VS Code Automation

Automate VS Code (Code OSS) using agent-browser. VS Code is built on Electron/Chromium and exposes a Chrome DevTools Protocol (CDP) port that agent-browser can connect to, enabling the same snapshot-interact workflow used for web pages.

Prerequisites

agent-browser must be installed. It's listed in devDependencies — run npm install in the repo root. Use npx agent-browser if it's not on your PATH, or install globally with npm install -g agent-browser .
For Code OSS (VS Code dev build): The repo must be built before launching. ./scripts/code.sh runs the build automatically if needed, or set VSCODE_SKIP_PRELAUNCH=1 to skip the compile step if you've already built.
CSS selectors are internal implementation details. Selectors like .interactive-input-part , .interactive-input-editor , and .part.auxiliarybar used in eval commands are VS Code internals that may change across versions. If they stop working, use agent-browser snapshot -i to re-discover the current DOM structure.

Core Workflow

Launch Code OSS with remote debugging enabled
Connect agent-browser to the CDP port
Snapshot to discover interactive elements
Interact using element refs
Re-snapshot after navigation or state changes

📸 Take screenshots for a paper trail. Use agent-browser screenshot <path> at key moments — after launch, before/after interactions, and when something goes wrong. Screenshots provide visual proof of what the UI looked like and are invaluable for debugging failures or documenting what was accomplished.

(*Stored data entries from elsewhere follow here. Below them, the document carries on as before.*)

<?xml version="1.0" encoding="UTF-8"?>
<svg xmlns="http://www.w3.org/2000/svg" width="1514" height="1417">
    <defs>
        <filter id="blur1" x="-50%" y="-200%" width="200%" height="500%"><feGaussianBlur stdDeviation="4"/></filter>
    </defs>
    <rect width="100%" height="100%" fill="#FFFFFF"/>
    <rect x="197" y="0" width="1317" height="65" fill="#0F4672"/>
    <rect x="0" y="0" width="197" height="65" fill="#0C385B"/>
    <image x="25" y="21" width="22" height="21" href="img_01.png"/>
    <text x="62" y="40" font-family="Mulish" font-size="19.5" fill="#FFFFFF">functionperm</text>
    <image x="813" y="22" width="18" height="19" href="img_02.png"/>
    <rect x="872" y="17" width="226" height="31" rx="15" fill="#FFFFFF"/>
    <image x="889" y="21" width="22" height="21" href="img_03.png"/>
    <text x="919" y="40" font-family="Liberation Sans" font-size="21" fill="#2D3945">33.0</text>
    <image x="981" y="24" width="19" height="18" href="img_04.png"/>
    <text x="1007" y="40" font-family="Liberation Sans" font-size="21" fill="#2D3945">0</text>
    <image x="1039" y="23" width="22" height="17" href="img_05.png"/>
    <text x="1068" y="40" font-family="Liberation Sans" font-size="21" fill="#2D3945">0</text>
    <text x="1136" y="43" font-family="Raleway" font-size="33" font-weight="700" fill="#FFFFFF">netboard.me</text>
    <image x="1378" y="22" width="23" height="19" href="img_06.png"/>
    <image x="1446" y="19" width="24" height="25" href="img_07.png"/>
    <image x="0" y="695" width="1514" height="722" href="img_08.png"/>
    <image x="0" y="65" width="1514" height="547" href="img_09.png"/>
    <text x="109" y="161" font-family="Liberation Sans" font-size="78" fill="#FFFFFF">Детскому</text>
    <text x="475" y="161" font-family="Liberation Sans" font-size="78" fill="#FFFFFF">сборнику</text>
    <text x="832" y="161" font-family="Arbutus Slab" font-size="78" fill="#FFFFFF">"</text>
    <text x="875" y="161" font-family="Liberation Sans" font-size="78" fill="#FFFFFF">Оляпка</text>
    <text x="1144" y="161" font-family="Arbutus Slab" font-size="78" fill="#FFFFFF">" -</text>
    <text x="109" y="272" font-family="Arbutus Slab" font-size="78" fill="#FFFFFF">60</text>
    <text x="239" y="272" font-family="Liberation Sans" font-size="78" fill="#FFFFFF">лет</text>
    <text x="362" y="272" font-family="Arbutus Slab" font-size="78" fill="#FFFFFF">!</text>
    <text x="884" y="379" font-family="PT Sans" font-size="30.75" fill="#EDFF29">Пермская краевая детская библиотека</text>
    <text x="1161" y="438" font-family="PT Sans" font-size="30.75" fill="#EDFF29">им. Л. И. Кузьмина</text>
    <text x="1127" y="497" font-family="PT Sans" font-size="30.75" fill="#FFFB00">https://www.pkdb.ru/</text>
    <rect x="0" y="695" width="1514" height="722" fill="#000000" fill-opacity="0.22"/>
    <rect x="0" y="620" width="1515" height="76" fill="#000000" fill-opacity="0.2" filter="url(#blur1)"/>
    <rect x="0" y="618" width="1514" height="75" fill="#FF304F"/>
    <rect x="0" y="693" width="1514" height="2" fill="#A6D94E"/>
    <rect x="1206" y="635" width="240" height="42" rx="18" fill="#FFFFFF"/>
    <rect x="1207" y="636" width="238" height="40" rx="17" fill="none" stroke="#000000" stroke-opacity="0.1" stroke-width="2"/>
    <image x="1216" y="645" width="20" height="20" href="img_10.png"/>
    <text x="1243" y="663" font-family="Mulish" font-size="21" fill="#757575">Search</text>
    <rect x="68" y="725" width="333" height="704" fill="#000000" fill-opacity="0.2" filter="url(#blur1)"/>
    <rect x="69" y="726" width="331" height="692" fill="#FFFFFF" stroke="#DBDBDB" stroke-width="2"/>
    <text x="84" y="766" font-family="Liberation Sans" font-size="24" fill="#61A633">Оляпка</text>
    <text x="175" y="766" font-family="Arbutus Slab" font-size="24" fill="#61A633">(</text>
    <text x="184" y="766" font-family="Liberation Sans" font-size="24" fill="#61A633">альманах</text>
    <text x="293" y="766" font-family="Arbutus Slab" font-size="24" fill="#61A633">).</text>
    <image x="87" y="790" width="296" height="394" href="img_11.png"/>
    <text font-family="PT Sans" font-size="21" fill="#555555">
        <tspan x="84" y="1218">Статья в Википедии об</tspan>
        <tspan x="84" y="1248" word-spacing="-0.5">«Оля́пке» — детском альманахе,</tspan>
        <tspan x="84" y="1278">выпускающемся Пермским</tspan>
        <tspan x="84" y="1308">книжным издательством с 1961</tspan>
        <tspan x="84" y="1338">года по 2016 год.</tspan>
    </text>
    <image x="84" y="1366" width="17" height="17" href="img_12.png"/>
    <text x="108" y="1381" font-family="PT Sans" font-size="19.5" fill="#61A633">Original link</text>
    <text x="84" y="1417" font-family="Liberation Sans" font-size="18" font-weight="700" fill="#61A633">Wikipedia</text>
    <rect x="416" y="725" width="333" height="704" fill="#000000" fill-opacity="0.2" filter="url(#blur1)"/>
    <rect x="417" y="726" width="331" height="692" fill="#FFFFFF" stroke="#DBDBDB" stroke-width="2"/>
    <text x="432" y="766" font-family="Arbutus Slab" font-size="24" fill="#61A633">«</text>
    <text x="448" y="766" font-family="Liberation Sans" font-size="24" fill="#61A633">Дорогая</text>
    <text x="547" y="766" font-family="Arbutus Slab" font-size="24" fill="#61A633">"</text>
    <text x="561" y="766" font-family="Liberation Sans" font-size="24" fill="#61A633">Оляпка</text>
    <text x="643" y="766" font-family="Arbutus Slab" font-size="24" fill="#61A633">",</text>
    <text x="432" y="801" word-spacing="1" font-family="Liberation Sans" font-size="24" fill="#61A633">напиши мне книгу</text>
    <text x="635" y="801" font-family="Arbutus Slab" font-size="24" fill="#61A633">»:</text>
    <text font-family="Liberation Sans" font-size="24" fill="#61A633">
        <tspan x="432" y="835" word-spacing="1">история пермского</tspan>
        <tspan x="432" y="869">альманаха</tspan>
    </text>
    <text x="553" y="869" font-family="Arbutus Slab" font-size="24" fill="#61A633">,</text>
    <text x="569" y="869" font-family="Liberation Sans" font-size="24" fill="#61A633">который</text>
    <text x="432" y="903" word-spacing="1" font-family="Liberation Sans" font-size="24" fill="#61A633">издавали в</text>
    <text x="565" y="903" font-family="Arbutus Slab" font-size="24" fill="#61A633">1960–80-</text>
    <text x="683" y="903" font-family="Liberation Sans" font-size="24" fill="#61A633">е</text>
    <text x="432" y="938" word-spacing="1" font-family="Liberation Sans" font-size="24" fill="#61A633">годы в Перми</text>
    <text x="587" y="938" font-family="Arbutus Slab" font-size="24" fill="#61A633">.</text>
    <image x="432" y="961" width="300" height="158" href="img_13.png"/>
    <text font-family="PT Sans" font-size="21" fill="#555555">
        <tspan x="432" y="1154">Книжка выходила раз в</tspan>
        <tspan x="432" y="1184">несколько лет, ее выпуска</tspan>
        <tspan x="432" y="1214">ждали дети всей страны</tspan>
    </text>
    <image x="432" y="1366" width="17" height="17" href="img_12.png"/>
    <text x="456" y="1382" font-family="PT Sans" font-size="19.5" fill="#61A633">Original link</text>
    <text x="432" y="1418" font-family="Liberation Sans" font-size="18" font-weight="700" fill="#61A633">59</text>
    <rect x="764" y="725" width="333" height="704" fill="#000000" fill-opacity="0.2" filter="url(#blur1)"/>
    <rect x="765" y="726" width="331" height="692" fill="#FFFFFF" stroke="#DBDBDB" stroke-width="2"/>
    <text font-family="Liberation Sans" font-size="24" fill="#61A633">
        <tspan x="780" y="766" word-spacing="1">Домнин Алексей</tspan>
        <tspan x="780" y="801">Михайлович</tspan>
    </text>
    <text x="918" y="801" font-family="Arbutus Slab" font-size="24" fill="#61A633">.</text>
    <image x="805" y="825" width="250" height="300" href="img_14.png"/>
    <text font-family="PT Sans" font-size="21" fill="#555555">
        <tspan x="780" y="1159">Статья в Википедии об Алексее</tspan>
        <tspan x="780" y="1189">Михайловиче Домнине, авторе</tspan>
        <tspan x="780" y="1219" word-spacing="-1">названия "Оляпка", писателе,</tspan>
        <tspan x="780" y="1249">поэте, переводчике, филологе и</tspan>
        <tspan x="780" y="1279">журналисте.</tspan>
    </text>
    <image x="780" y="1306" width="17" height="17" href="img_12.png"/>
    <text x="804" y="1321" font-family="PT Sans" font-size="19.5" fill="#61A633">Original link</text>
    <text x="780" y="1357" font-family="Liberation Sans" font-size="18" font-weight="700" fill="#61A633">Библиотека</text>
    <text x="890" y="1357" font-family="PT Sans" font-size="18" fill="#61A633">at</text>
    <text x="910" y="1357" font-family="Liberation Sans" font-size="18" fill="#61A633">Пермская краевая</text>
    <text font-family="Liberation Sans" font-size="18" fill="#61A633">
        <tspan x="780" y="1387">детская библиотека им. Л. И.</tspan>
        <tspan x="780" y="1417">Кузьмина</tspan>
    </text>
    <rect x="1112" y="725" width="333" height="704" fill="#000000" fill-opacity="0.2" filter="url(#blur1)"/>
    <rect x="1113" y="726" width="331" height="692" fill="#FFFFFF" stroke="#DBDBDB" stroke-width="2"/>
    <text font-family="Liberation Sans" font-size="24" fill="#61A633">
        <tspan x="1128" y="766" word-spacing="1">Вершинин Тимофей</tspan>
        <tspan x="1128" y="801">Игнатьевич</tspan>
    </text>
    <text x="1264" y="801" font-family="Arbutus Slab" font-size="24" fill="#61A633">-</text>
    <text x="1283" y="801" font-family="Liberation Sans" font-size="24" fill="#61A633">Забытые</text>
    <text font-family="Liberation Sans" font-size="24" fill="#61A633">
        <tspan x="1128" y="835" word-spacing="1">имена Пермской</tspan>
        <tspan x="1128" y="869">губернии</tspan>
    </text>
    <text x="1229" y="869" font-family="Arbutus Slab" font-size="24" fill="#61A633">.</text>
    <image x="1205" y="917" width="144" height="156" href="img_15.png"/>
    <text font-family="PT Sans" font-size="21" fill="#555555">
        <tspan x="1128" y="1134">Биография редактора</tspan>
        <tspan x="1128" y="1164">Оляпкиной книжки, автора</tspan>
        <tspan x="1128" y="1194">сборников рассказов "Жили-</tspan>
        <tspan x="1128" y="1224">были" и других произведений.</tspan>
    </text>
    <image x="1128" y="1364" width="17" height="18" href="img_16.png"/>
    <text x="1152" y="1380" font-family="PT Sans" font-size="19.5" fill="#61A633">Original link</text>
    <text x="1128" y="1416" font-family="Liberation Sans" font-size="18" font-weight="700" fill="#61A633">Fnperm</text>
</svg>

Save screenshots inside a timestamped subfolder so each run is isolated and nothing gets overwritten:

Create a timestamped folder for this run's screenshots

SCREENSHOT_DIR="/tmp/code-oss-screenshots/$(date +%Y-%m-%dT%H-%M-%S)" mkdir -p "$SCREENSHOT_DIR"

Save a screenshot (path is a positional argument — use ./ or absolute paths)

Bare filenames without ./ may be misinterpreted as CSS selectors

agent-browser screenshot "$SCREENSHOT_DIR/after-launch.png"

Launch Code OSS with remote debugging

./scripts/code.sh --remote-debugging-port=9224

Wait for Code OSS to start, retry until connected

for i in 1 2 3 4 5; do agent-browser connect 9224 2>/dev/null && break || sleep 3; done

Verify you're connected to the right target (not about:blank)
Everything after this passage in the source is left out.